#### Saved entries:
────────
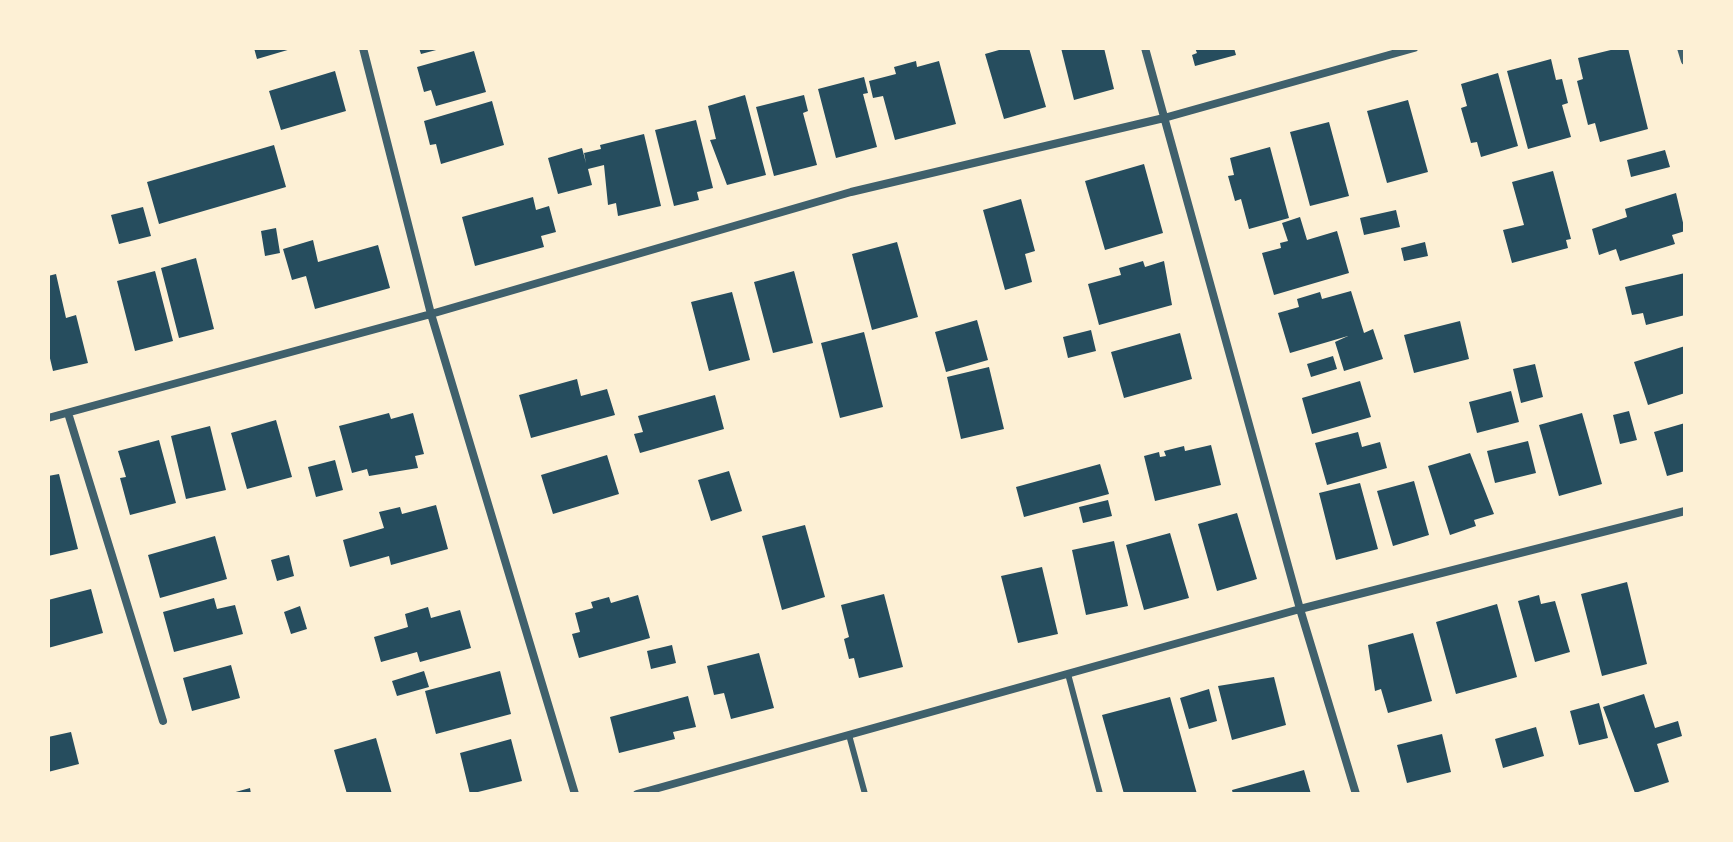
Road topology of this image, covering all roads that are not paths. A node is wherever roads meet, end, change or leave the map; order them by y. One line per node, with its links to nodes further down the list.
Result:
1 (363, 48): 7 (street)
2 (1145, 48): 6 (street)
3 (1414, 48): 6 (street)
4 (1681, 48): 5 (street)
5 (1685, 61)
6 (1164, 118): 7 (street); 11 (street)
7 (431, 314): 8 (street); 15 (street)
8 (68, 413): 9 (street); 13 (street)
9 (48, 418)
10 (1685, 511): 11 (street)
11 (1300, 609): 12 (street); 19 (street)
12 (1068, 674): 14 (street); 18 (lane)
13 (163, 721)
14 (849, 735): 16 (street); 17 (lane)
15 (575, 794)
16 (637, 794)
17 (865, 794)
18 (1100, 794)
19 (1356, 794)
────────
#### TASK TO COMPLETE:
What is needed is every record above, returned exactly, with the pictures omitted.

#### ANSWER SECTION:
Road topology of this image, covering all roads that are not paths. A node is wherever roads meet, end, change or leave the map; order them by y. One line per node, with its links to nodes further down the list.
Result:
1 (363, 48): 7 (street)
2 (1145, 48): 6 (street)
3 (1414, 48): 6 (street)
4 (1681, 48): 5 (street)
5 (1685, 61)
6 (1164, 118): 7 (street); 11 (street)
7 (431, 314): 8 (street); 15 (street)
8 (68, 413): 9 (street); 13 (street)
9 (48, 418)
10 (1685, 511): 11 (street)
11 (1300, 609): 12 (street); 19 (street)
12 (1068, 674): 14 (street); 18 (lane)
13 (163, 721)
14 (849, 735): 16 (street); 17 (lane)
15 (575, 794)
16 (637, 794)
17 (865, 794)
18 (1100, 794)
19 (1356, 794)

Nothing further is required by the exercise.